INSTRUCTIONS FOR THE TASK: What is needed is an exact repeat of the lines from the line containing "Give me a JSON" through the final line of the entries below, and nothing else.
*** Opening DATA LISTING ***
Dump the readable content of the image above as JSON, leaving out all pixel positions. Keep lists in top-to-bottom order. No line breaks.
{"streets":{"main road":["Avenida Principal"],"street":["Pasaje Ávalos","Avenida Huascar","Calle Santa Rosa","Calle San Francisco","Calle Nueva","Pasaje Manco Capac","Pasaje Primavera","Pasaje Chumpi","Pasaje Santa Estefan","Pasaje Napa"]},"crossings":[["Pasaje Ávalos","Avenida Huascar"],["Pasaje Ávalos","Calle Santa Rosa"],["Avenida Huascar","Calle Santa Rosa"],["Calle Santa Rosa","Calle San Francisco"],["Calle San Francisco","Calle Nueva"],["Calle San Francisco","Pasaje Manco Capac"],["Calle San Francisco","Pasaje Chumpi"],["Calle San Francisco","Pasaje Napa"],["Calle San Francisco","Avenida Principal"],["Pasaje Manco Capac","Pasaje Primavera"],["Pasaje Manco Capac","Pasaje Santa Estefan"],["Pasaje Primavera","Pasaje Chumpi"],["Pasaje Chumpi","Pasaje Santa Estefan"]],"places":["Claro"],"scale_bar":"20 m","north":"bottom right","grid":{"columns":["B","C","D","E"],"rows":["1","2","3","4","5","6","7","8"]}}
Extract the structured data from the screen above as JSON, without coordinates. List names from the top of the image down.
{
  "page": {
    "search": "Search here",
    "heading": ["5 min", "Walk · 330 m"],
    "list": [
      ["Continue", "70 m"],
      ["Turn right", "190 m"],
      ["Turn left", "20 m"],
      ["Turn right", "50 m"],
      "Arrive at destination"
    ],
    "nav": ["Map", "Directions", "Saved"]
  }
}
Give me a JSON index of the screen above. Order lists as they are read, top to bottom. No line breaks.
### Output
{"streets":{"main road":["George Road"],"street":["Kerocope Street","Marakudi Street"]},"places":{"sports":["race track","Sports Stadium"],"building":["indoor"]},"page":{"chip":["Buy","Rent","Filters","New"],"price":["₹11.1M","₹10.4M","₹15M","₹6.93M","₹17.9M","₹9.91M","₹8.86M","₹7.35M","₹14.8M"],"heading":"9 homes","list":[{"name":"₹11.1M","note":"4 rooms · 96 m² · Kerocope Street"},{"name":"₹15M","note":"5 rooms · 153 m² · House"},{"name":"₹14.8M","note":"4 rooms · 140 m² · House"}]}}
*** Closing DATA LISTING ***
TASK RESPONSE:
Give me a JSON index of the screen above. Order lists as they are read, top to bottom. No line breaks.
### Output
{"streets":{"main road":["George Road"],"street":["Kerocope Street","Marakudi Street"]},"places":{"sports":["race track","Sports Stadium"],"building":["indoor"]},"page":{"chip":["Buy","Rent","Filters","New"],"price":["₹11.1M","₹10.4M","₹15M","₹6.93M","₹17.9M","₹9.91M","₹8.86M","₹7.35M","₹14.8M"],"heading":"9 homes","list":[{"name":"₹11.1M","note":"4 rooms · 96 m² · Kerocope Street"},{"name":"₹15M","note":"5 rooms · 153 m² · House"},{"name":"₹14.8M","note":"4 rooms · 140 m² · House"}]}}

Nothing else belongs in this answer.